The poem will grow as new sections are added. The individual posts are designed so that they may be viewed as independent items; however, I have consciously carried themes, images, and similar language through the extended sequence with the hope that connectivity and continuity will be preserved among numerous sections of the long poem.

Readers are asked to regard this piece as a work in progress, a partial or rough draft rather than a finished product (even if some selected segments previously may have appeared in print), and I request everyone realize various edits, emendations, or expansion may be made to the posts at any time in the future.

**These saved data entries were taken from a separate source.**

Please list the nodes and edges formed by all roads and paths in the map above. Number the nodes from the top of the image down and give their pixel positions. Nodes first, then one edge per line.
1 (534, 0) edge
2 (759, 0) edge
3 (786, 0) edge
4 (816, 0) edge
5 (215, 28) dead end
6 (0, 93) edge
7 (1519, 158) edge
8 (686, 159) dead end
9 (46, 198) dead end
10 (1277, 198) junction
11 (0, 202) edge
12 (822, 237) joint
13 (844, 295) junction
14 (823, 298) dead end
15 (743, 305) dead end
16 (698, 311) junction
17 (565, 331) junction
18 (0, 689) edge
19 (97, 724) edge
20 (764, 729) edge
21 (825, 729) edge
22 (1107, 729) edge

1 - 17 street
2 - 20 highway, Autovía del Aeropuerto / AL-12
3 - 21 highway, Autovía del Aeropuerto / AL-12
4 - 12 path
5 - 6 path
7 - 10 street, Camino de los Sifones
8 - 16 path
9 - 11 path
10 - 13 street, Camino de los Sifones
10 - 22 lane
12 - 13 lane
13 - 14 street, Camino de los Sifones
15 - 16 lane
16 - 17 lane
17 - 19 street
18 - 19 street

Moreover, at some point the entire sequence will be removed to undergo a complete revision.

Therefore, I urge visitors to become followers of the blog by clicking the link in the sidebar, as well as to follow on Twitter for updates. Readers are also invited to browse my personal web site for additional information.

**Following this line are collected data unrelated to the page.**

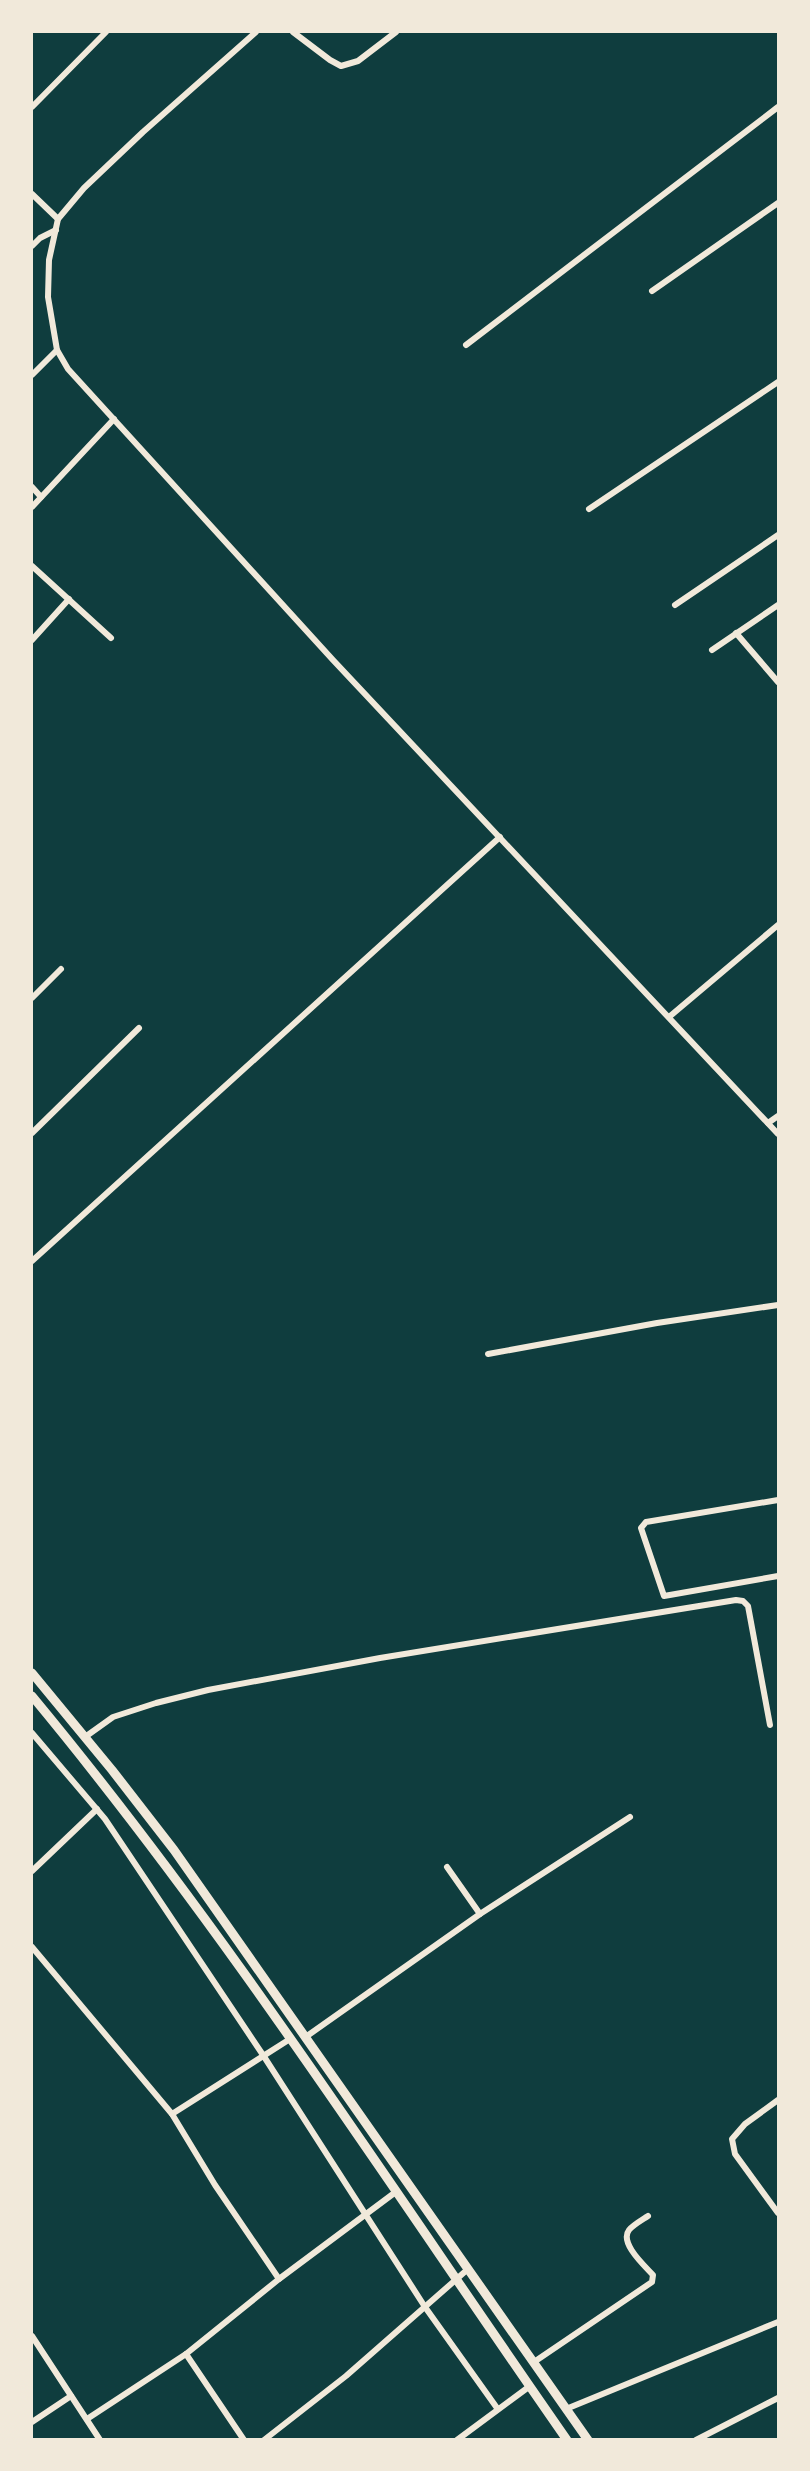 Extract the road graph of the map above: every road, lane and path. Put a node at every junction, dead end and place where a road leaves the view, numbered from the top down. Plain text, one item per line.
1 (106, 32) edge
2 (256, 32) edge
3 (293, 32) edge
4 (396, 32) edge
5 (32, 107) edge
6 (779, 107) edge
7 (32, 194) edge
8 (779, 203) edge
9 (58, 219) junction
10 (56, 230) junction
11 (32, 246) edge
12 (652, 291) dead end
13 (466, 345) dead end
14 (57, 350) junction
15 (32, 375) edge
16 (779, 382) edge
17 (114, 419) junction
18 (32, 487) edge
19 (41, 497) junction
20 (32, 507) edge
21 (589, 509) dead end
22 (779, 535) edge
23 (32, 566) edge
24 (69, 599) junction
25 (675, 605) dead end
26 (779, 605) edge
27 (736, 633) junction
28 (111, 638) dead end
29 (32, 640) edge
30 (712, 650) dead end
31 (779, 682) edge
32 (500, 837) junction
33 (779, 925) edge
34 (61, 969) dead end
35 (32, 998) edge
36 (669, 1017) junction
37 (139, 1028) dead end
38 (779, 1116) edge
39 (768, 1123) junction
40 (32, 1133) edge
41 (779, 1134) edge
42 (32, 1261) edge
43 (779, 1305) edge
44 (488, 1353) dead end
45 (779, 1500) edge
46 (779, 1576) edge
47 (32, 1674) edge
48 (32, 1696) edge
49 (770, 1725) dead end
50 (32, 1734) edge
51 (85, 1737) junction
52 (97, 1809) junction
53 (630, 1817) dead end
54 (447, 1867) dead end
55 (32, 1871) edge
56 (480, 1914) junction
57 (32, 1947) edge
58 (307, 2036) junction
59 (290, 2039) junction
60 (262, 2055) junction
61 (779, 2100) edge
62 (172, 2114) junction
63 (397, 2191) junction
64 (779, 2213) edge
65 (364, 2214) junction
66 (648, 2216) dead end
67 (468, 2269) junction
68 (279, 2279) junction
69 (457, 2280) junction
70 (425, 2307) junction
71 (779, 2322) edge
72 (32, 2336) edge
73 (186, 2354) junction
74 (534, 2362) junction
75 (530, 2386) junction
76 (71, 2396) junction
77 (779, 2398) edge
78 (497, 2409) junction
79 (566, 2409) junction
80 (87, 2419) junction
81 (32, 2423) edge
82 (100, 2440) edge
83 (244, 2440) edge
84 (264, 2440) edge
85 (457, 2440) edge
86 (567, 2440) edge
87 (588, 2440) edge
88 (696, 2440) edge

1 - 5 street
2 - 9 street
3 - 4 street
6 - 13 street
7 - 9 street
8 - 12 street
9 - 10 street
10 - 11 street
10 - 14 street
14 - 15 street
14 - 17 street
16 - 21 street
17 - 19 street
17 - 32 street
18 - 19 street
19 - 20 street
22 - 25 street
23 - 24 street
24 - 28 street
24 - 29 street
26 - 27 street
27 - 30 street
27 - 31 street
32 - 36 street
32 - 42 street
33 - 36 street
34 - 35 street
36 - 39 street
37 - 40 street
38 - 39 street
39 - 41 street
43 - 44 street
45 - 46 street
47 - 51 main road
48 - 59 main road
49 - 51 street
50 - 52 street
51 - 58 main road
52 - 55 street
52 - 60 street
53 - 56 street
54 - 56 street
56 - 58 street
57 - 62 street
58 - 67 main road
59 - 60 street
59 - 63 main road
60 - 62 street
60 - 65 street
61 - 64 street
62 - 68 street
63 - 65 street
63 - 69 main road
65 - 68 street
65 - 70 street
66 - 74 street
67 - 69 street
67 - 74 main road
68 - 73 street
69 - 70 street
69 - 75 main road
70 - 78 street
70 - 84 street
71 - 79 street
72 - 76 street
73 - 80 street
73 - 83 street
74 - 79 main road
75 - 78 street
75 - 86 main road
76 - 80 street
76 - 81 street
77 - 88 street
78 - 85 street
79 - 87 main road
80 - 82 street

Indeed, a significant part of this experiment involves a certain amount of transparency that includes the possibility for readers to communicate responses and offer constructive suggestions, both of which I welcome through post comments or e-mail messages.

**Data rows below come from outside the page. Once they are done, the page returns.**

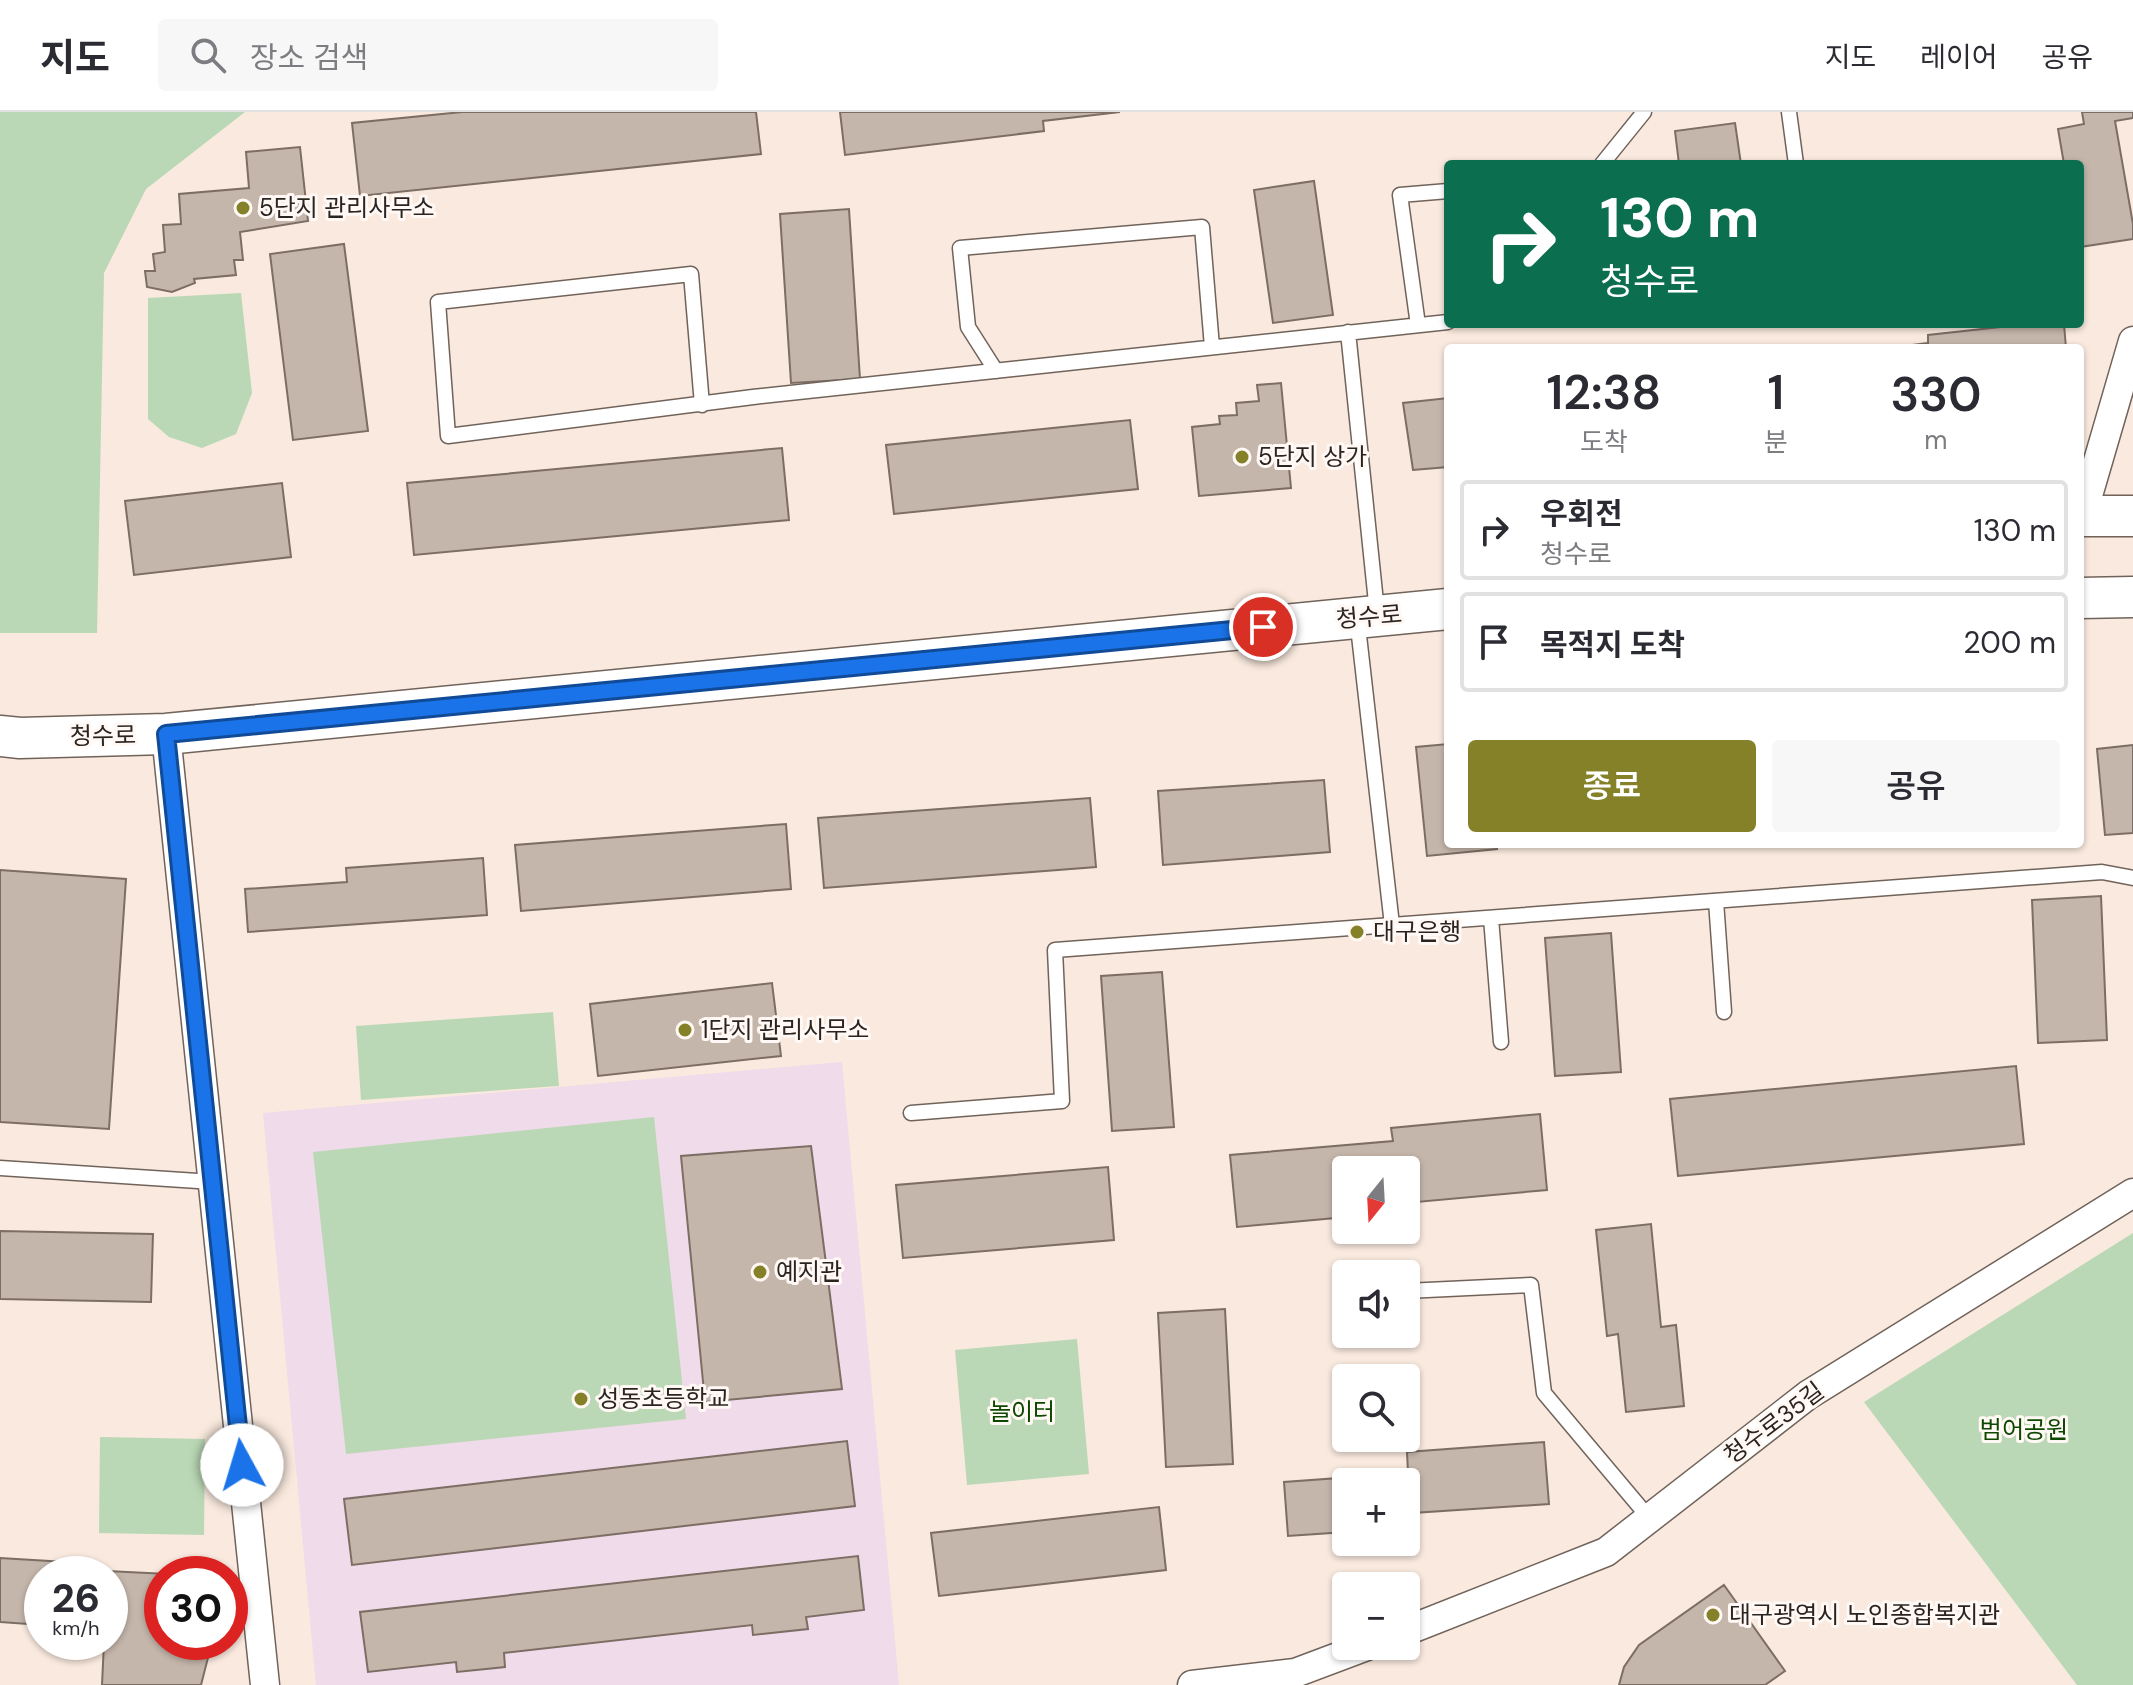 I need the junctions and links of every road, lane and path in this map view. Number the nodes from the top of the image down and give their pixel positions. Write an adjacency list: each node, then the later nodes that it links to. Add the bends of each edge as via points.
1 (1644, 112): 3 (lane)
2 (1789, 112): 4 (lane)
3 (1605, 160)
4 (1795, 160)
5 (1444, 191): 7 (lane, via 1400,195)
6 (1444, 322): 7 (lane)
7 (1418, 325): 8 (lane)
8 (1348, 332): 10 (lane); 19 (lane)
9 (2133, 341): 13 (street)
10 (1212, 347): 11 (lane); 11 (lane, via 1202,227 960,248 968,327)
11 (996, 371): 12 (lane)
12 (702, 405): 12 (lane, via 448,436 438,302 691,274)
13 (2084, 506)
14 (2084, 516): 15 (main road)
15 (2133, 516)
16 (2133, 597): 17 (main road)
17 (2084, 598)
18 (1444, 609): 19 (main road, 청수로)
19 (1367, 617): 20 (main road, 청수로); 25 (lane)
20 (166, 734): 21 (main road, 청수로); 30 (street)
21 (0, 736)
22 (2133, 878): 23 (lane, via 2102,872)
23 (1716, 901): 24 (lane); 26 (lane)
24 (1491, 918): 25 (lane); 27 (lane)
25 (1392, 925): 28 (lane, via 1055,950 1062,1101)
26 (1724, 1012)
27 (1501, 1042)
28 (911, 1113)
29 (0, 1168): 30 (lane)
30 (213, 1182): 37 (street)
31 (2133, 1193): 33 (street, 청수로35길, via 1808,1395)
32 (1420, 1290): 33 (lane, via 1531,1285 1544,1393)
33 (1650, 1519): 34 (street, 청수로35길, via 1606,1552)
34 (1420, 1625)
35 (1338, 1660): 36 (street)
36 (1294, 1681): 38 (street)
37 (265, 1685)
38 (1192, 1685)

Also, I advise that the order of the numbered sections is not meant to be at all definitive since the long poem’s sequence will certainly be reorganized as the work in this temporary format starts to resemble a completed manuscript and begins to assume a more formal shape that might eventually be suitable for publication. In fact, I welcome interest from book publishers as well.

Thank you for taking the time to examine this trial stage, a test which I perceive as a preliminary process in the composition of a possible poetry manuscript. —Edward Byrne

Thursday, August 19, 2010


. . . . . XX. Beneath Leaf Shadow

My son sits on one of the cement
. . . . . benches beneath bulky shadows

of park oaks, again awaits the late
. . . . . flash of sunlight that will angle

below those long lower branches
. . . . . like a white page of stationery

secretly slipped under someone’s
. . . . . shut door. Leaves flutter above

like black moths with each breeze.
. . . . . Alex enjoys the way he seems

to disappear in the darker corridor
. . . . . of shade, as though no one will

know he’s still there, staying safely
. . . . . away from sight like some young

thrush tucked into its nest, just
. . . . . knotted twigs, or as a cold hand

is hidden in the pocket of an old
. . . . . coat, hoping for more warmth.


  1. You have such a wonderful way of creating a scene and putting us there, of combining images of nature with images of a child's delight, and especially of letting us see the gift that Alex is, for I think it is the case that Alex sees what so many of us pay no heed.

    I especially like: "Alex enjoys the way he seems / to disappear in the darker corridor of shade,..." and "... as a cold hand / is hidden in the pocket of an old / coat, hoping for more warmth." The former conveys the charm of a child delighting in hiding; the latter is deeply tender.

  2. Thank you, Maureen. I am particularly pleased that you appreciated the parallel images relating instances evoking disappearing or hiding, each metaphor offering a paradox of finding comfort and warmth, and maybe even illumination, in a dark location away from the sight of most others.